Dean Trevor Morrison presented the award, which recognizes the professional accomplishments of alumni who graduated 50 years ago or more. He read from a congratulatory letter sent by Kaye's successor on the New York Court of Appeals, Chief Judge Jonathan Lippman '68, who could not attend. In his letter, Lippman praised Kaye for "her erudite and insightful legal opinions, her dynamic leadership of the New York Courts, and a legal career that has been so representative of the nobility of our profession."
Lippman continued in a more personal vein describing Kaye as a mentor and inspiration: "I learned from the master as to how to move the mountains of court reform, while at the same time performing a judge's critically adjudicative role."

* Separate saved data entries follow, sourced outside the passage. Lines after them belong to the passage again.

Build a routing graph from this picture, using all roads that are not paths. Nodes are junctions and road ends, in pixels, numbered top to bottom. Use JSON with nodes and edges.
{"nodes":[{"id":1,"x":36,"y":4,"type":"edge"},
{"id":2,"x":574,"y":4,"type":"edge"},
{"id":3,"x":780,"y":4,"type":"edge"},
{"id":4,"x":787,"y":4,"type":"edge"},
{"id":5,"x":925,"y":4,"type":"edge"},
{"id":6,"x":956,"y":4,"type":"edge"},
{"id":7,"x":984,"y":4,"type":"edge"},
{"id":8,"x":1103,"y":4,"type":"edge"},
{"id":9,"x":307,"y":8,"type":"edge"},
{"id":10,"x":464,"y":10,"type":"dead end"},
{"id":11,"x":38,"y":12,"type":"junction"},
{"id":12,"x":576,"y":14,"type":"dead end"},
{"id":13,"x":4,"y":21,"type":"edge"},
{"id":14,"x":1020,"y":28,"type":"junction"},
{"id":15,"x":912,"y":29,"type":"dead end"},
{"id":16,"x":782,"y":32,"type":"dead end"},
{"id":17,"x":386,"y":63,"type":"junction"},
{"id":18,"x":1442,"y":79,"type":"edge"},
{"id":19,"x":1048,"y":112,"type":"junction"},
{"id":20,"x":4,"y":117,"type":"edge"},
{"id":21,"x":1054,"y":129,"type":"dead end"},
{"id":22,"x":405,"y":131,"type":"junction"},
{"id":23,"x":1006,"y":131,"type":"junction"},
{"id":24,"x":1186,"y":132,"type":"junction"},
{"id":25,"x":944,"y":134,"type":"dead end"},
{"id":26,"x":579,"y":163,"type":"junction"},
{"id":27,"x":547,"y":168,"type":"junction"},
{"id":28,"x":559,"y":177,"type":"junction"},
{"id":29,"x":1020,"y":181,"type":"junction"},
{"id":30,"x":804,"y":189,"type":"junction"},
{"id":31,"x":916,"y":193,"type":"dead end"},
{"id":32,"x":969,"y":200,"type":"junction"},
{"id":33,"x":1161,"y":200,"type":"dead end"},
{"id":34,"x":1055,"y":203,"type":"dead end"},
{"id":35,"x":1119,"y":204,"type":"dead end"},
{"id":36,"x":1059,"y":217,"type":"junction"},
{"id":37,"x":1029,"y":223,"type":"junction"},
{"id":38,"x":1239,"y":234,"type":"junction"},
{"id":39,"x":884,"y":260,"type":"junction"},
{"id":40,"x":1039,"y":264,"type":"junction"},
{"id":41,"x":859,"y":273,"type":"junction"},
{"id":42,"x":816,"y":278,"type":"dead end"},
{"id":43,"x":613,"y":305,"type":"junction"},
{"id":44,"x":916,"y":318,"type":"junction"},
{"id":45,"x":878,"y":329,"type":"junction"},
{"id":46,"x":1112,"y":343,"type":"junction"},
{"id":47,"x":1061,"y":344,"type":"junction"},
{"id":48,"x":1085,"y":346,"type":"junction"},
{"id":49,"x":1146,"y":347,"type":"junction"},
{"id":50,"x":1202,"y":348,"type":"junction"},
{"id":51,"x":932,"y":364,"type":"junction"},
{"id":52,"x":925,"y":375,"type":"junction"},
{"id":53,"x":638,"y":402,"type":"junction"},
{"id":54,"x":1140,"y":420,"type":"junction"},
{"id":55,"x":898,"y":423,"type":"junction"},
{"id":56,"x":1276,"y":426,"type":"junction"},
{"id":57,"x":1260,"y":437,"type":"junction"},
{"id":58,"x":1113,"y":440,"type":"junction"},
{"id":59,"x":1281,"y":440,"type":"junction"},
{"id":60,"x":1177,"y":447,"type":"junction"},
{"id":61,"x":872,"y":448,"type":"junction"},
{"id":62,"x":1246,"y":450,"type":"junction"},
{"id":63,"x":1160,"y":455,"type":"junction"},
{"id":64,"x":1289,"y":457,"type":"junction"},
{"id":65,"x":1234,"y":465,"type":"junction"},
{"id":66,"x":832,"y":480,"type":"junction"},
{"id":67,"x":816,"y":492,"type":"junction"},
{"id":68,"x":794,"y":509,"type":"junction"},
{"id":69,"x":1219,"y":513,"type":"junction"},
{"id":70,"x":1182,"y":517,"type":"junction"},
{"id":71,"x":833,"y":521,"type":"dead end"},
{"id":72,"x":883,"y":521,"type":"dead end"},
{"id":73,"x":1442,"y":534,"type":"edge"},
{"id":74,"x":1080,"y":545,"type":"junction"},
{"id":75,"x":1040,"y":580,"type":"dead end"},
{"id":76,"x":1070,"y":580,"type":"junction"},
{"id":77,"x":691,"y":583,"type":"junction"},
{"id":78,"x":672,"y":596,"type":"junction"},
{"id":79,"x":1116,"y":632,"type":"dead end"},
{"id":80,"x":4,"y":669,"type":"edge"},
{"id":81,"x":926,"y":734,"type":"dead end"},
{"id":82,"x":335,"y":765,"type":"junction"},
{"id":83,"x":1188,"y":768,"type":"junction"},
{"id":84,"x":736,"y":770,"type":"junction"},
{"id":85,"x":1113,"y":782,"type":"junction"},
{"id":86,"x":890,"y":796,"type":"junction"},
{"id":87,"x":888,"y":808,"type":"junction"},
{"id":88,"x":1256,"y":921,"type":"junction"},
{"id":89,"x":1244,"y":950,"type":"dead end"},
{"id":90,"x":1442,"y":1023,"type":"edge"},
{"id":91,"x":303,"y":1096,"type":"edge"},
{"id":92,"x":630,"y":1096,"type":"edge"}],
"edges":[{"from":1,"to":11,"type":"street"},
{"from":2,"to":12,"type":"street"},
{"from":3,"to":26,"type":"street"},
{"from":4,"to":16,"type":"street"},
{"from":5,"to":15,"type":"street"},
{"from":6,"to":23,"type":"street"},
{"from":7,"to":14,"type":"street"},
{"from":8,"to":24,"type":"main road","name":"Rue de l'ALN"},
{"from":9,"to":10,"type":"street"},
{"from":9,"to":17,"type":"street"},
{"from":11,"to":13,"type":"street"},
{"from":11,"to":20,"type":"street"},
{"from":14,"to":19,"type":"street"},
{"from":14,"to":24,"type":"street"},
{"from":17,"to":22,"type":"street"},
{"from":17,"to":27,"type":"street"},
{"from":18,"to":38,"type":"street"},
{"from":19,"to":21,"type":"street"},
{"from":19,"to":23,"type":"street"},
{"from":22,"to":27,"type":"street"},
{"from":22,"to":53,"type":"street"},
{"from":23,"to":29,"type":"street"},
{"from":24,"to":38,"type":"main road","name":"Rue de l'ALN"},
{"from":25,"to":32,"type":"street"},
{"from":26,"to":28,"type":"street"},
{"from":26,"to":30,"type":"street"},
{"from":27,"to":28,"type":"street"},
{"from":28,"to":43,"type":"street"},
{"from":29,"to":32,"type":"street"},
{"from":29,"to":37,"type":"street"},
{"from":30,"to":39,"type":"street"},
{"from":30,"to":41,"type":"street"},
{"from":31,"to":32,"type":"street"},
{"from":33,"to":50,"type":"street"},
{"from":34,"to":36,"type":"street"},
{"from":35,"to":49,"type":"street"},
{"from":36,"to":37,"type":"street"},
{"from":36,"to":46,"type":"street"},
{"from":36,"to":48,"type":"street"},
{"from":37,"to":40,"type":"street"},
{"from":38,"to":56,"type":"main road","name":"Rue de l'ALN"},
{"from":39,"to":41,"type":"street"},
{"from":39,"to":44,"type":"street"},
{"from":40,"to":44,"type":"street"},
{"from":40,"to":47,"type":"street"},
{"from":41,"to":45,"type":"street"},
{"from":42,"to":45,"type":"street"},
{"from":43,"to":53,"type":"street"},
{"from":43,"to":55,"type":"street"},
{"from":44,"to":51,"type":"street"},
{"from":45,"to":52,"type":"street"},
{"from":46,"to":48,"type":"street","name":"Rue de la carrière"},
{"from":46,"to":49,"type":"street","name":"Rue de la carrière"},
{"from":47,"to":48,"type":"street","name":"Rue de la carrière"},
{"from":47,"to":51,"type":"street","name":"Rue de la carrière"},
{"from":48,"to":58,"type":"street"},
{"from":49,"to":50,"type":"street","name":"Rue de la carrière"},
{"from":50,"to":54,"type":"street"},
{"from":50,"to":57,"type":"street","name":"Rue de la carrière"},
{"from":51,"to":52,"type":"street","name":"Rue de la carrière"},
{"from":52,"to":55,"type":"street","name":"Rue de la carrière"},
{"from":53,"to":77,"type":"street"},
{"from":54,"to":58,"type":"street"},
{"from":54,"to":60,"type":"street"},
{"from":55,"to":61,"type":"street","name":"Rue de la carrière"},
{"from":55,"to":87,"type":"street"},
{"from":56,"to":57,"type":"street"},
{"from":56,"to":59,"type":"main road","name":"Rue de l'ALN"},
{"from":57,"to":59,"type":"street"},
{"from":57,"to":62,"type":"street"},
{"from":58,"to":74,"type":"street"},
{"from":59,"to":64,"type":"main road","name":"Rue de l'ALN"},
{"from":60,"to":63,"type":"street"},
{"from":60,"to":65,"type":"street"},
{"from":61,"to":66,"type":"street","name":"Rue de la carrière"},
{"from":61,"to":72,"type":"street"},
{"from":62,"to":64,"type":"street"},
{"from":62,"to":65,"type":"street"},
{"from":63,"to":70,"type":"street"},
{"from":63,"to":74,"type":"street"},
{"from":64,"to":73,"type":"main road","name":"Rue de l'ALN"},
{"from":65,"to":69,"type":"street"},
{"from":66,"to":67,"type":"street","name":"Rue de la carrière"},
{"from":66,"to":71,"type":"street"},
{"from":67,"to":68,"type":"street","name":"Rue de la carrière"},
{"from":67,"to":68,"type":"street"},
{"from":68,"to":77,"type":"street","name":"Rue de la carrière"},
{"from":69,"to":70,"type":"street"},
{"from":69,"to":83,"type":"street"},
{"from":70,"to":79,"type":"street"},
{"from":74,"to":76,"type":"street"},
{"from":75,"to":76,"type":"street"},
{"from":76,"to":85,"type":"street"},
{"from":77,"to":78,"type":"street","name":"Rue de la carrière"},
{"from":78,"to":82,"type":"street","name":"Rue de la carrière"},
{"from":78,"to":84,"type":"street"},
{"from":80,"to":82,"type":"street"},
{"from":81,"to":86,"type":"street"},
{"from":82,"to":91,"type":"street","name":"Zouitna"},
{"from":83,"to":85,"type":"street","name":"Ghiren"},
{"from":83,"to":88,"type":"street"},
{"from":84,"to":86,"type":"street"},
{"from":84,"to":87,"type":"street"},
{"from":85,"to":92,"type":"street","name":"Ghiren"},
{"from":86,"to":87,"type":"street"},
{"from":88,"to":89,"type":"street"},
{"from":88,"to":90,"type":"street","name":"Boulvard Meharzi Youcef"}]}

Kaye accepted her award with grace and also admiration for its namesake, Weinfeld. She recalled how awed she was when she appeared as a young lawyer before the legendary federal judge, and how proud she was after the conclusion of that case to receive his letter of praise, which she still considers one of her highest credentials. Kaye reflected on being a woman pioneer in the law, and how "visionary and way ahead of its times" NYU School of Law had been to accept her as a part-time night student while she was pursuing a career in journalism. Over time, her studies "nurtured a love of law" and changed the course of her career. Kaye would go on to become the first female partner at Olwine, Connelly, Chase, O'Donnell & Weyher. In the judiciary, she wrote notable decisions on issues ranging from the death penalty to equal rights for gay couples. She also streamlined the jury system and established specialized courts for drug addiction, domestic violence, and mental health issues.
In the 1960s, Kaye recalled in her often-funny acceptance speech, women were assumed to be looking for jobs at law firms to find husbands. She accepted a position at Sullivan & Cromwell, however, to be a litigator. Incidentally, she says, she found her husband there, too. "I got both an LLB and an MRS. Thank you, NYU."